Winnie is apparently in the 100th percentile in height, which I don’t believe is an actual percentile, so we’ve taken to calling her (in booming tones) THE TALLEST BABY IN THE WOOOOOORLD!  A slight exaggeration, to be sure, but still pretty darned long.

Stuff she’s doin’:

  • Holding her head up (except when she doesn’t really want to, like when she’s found a really sweet spot to hang her head back and stare at trees)
  • Experimenting with all volumes and tones of coos, shrieks, and chirps.  She’ll sometimes intone her coos like they’re sentences, which is kind of my favorite thing in the world right now.
  • Pushing up on her arms while on her belly/holding herself up when placed
  • Tracking objects from left to right and up and down
  • Rolling from belly to back (also known as, “Oh, if I tip my head to one side, I can totally roll out of this tummy time position.  Better luck next time, ma!”)

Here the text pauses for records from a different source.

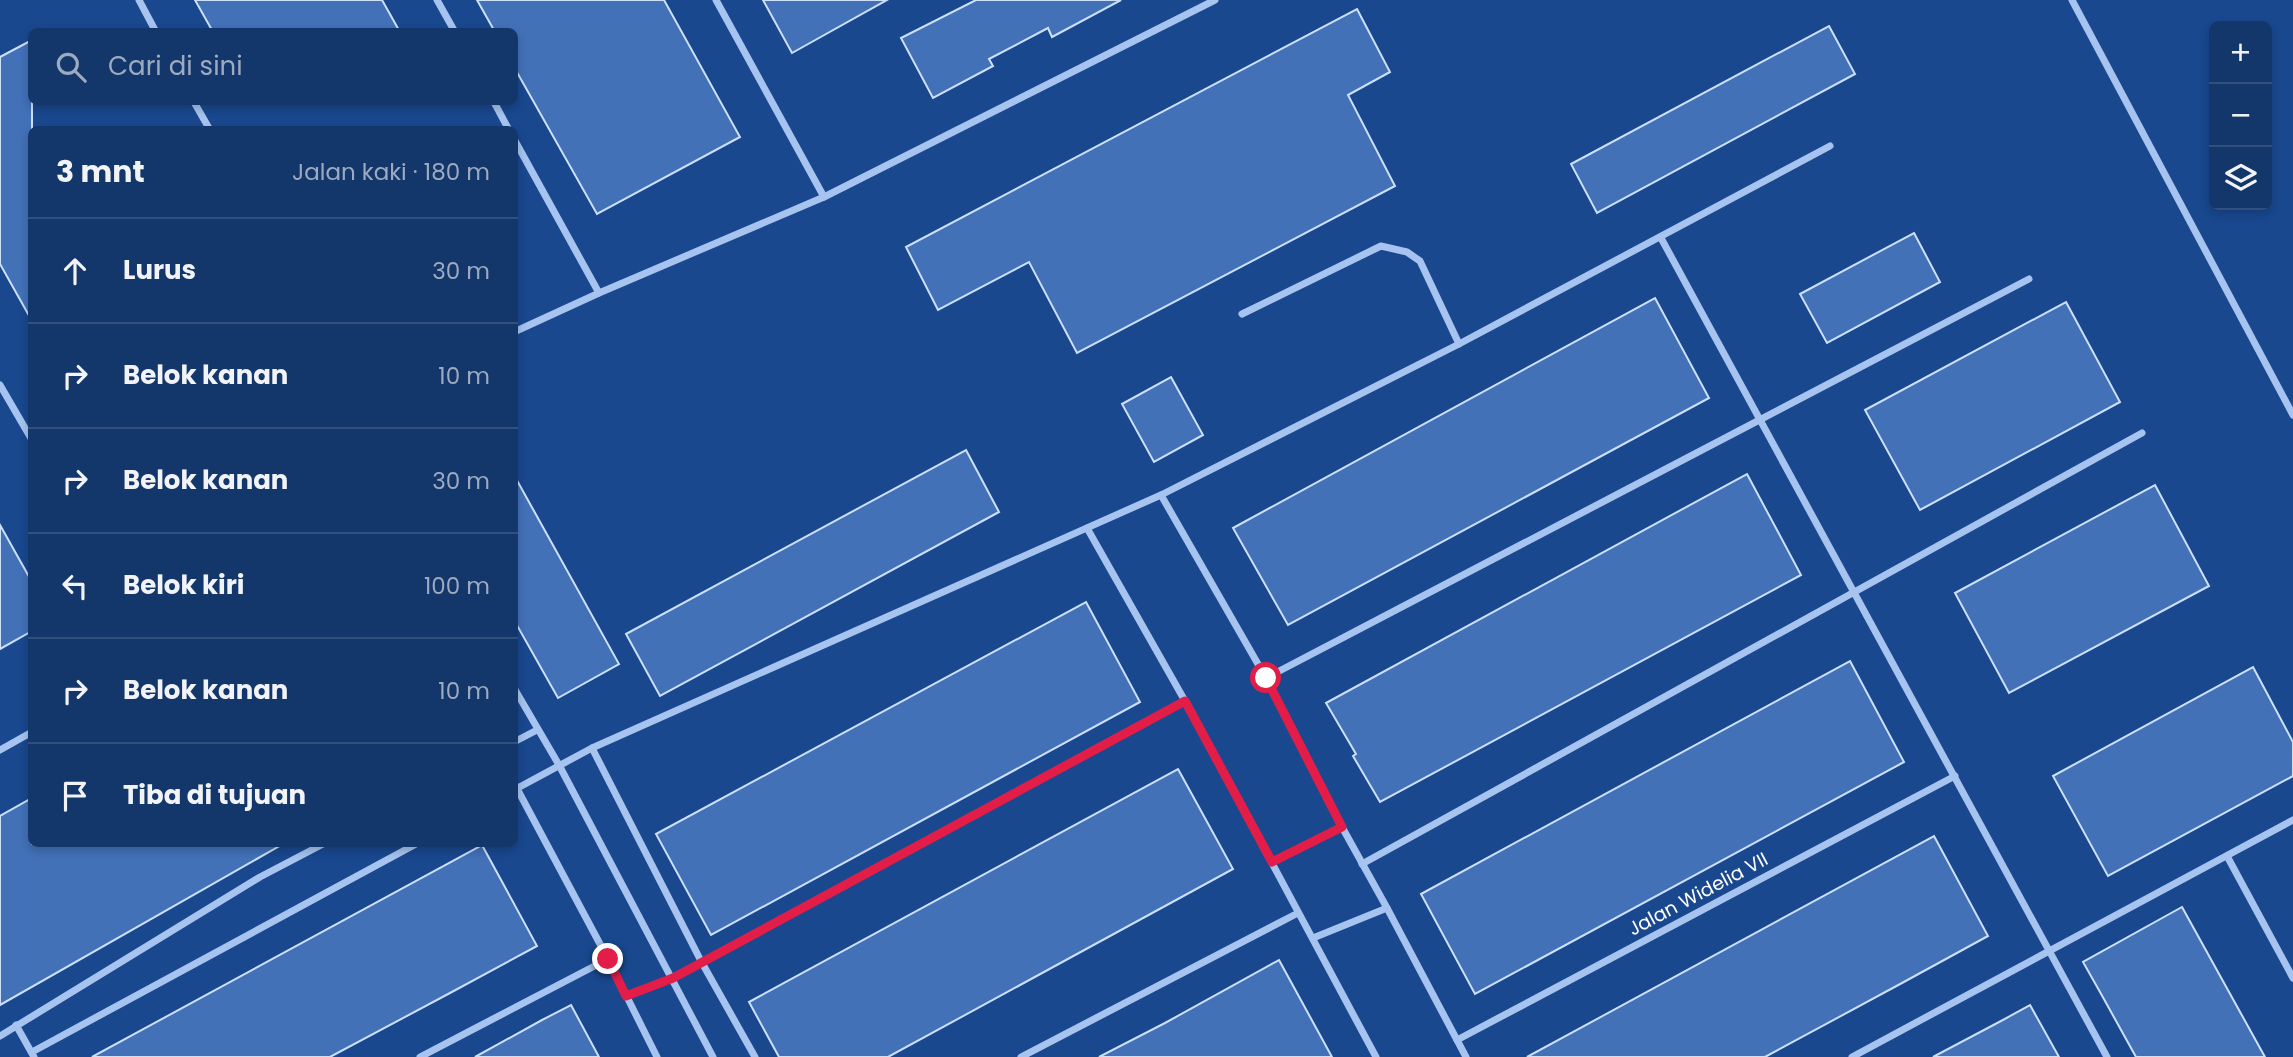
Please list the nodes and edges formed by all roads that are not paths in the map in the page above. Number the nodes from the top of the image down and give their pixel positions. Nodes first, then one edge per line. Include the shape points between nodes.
1 (139, 0) edge
2 (438, 0) edge
3 (716, 0) edge
4 (1215, 0) edge
5 (2072, 0) edge
6 (154, 28) edge
7 (453, 28) edge
8 (196, 105) edge
9 (496, 105) edge
10 (208, 126) edge
11 (507, 126) edge
12 (518, 146) edge
13 (1830, 146) dead end
14 (824, 197) junction
15 (1661, 237) junction
16 (2029, 279) dead end
17 (599, 293) junction
18 (1242, 314) dead end
19 (518, 330) edge
20 (1459, 344) junction
21 (0, 385) edge
22 (2293, 415) edge
23 (1761, 418) junction
24 (28, 433) edge
25 (2142, 433) dead end
26 (1161, 495) junction
27 (1087, 528) junction
28 (1855, 590) junction
29 (1266, 678) junction
30 (518, 695) edge
31 (1185, 701) junction
32 (537, 730) junction
33 (28, 734) edge
34 (518, 740) edge
35 (592, 748) junction
36 (0, 750) edge
37 (559, 765) junction
38 (1955, 776) junction
39 (518, 786) edge
40 (518, 793) edge
41 (2293, 820) edge
42 (1342, 827) junction
43 (317, 847) edge
44 (411, 847) edge
45 (2227, 856) junction
46 (1272, 862) junction
47 (1362, 864) junction
48 (1387, 908) junction
49 (1298, 913) junction
50 (1312, 938) junction
51 (2050, 950) junction
52 (608, 959) junction
53 (701, 961) junction
54 (673, 978) junction
55 (2293, 978) edge
56 (626, 996) junction
57 (16, 1025) junction
58 (0, 1036) edge
59 (1457, 1040) junction
60 (33, 1054) edge
61 (420, 1057) edge
62 (657, 1057) edge
63 (713, 1057) edge
64 (755, 1057) edge
65 (1021, 1057) edge
66 (1376, 1057) edge
67 (1466, 1057) edge
68 (1852, 1057) edge
69 (2108, 1057) edge

1 - 6 street
2 - 7 street
3 - 14 street
4 - 14 street
5 - 22 street
8 - 10 street
9 - 11 street
12 - 17 street
13 - 15 street
14 - 17 street
15 - 20 street
15 - 23 street
16 - 23 street
17 - 19 street
18 - 20 street via 1381,246 1420,261
20 - 26 street
21 - 24 street
23 - 28 street
23 - 29 street
25 - 28 street
26 - 27 street
26 - 29 street
27 - 31 street
27 - 35 street
28 - 38 street
28 - 47 street
29 - 42 street
30 - 32 street
31 - 46 street
31 - 53 street
32 - 34 street
32 - 37 street
33 - 36 street
35 - 37 street
35 - 53 street
37 - 39 street
37 - 54 street
38 - 51 street
38 - 59 street, Jalan Widelia VII
40 - 52 street
41 - 45 street
42 - 46 street
42 - 47 street
43 - 57 street
44 - 60 street
45 - 51 street
45 - 55 street
46 - 49 street
47 - 48 street
48 - 50 street
48 - 59 street
49 - 50 street
49 - 65 street
50 - 66 street
51 - 68 street
51 - 69 street
52 - 56 street
52 - 61 street
53 - 54 street
53 - 64 street
54 - 56 street
54 - 63 street
56 - 62 street
57 - 58 street
57 - 60 street
59 - 67 street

  • Exploring her hands like they contain the secrets of the world, which they do
  • Reaching for neat stuff, like mom, dad, and the fox on the wall
  • Grasping fingers, clothing, and small objects with purpose
  • Pushing herself forward with her feet during tummy time which I’m going to hope doesn’t imply she’s going anywhere anytime soon (she’s not)

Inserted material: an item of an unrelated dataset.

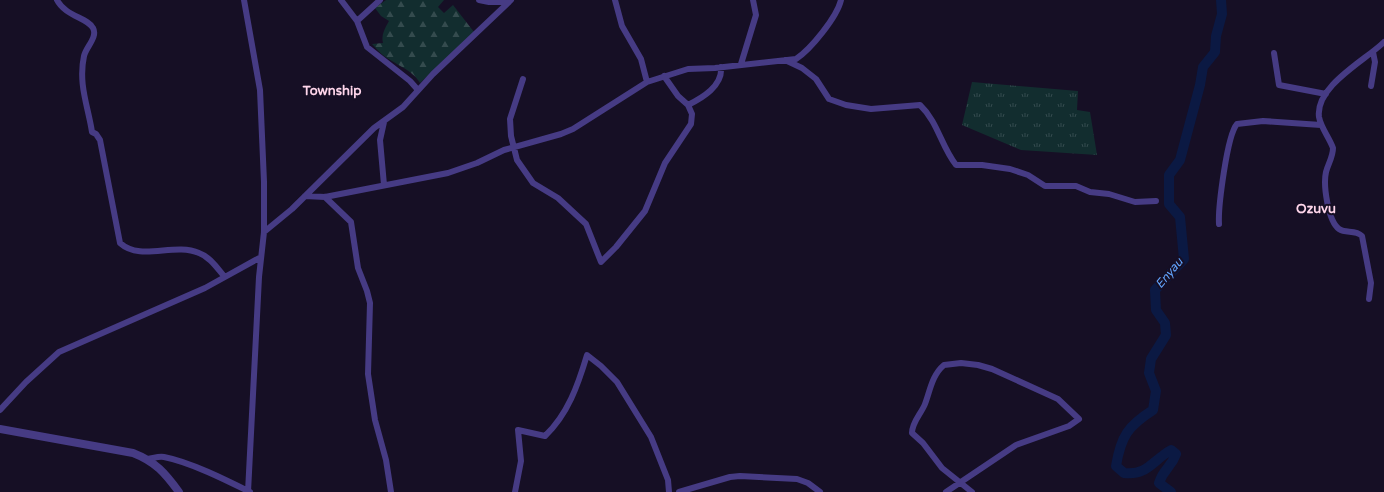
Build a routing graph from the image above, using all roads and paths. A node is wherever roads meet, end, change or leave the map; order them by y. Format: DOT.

  • Smiling, giggling, and gurgling
  • Launching her pacifier out of her mouth and then banishing it to the far corners of her crib with a swift sweep of her arm
  • Blowing raspberries
  • Drooling, to make aforementioned raspberries more awesome
  • Wiggling and waggling that tongue
  • Kicking like she’s training for the Rockettes
  • Loving her previously loathed/barely tolerated bathtime
  • Laughing at my jokes and generally making me feel like a pretty stellar human

What a growing, changing, babying baby that one is!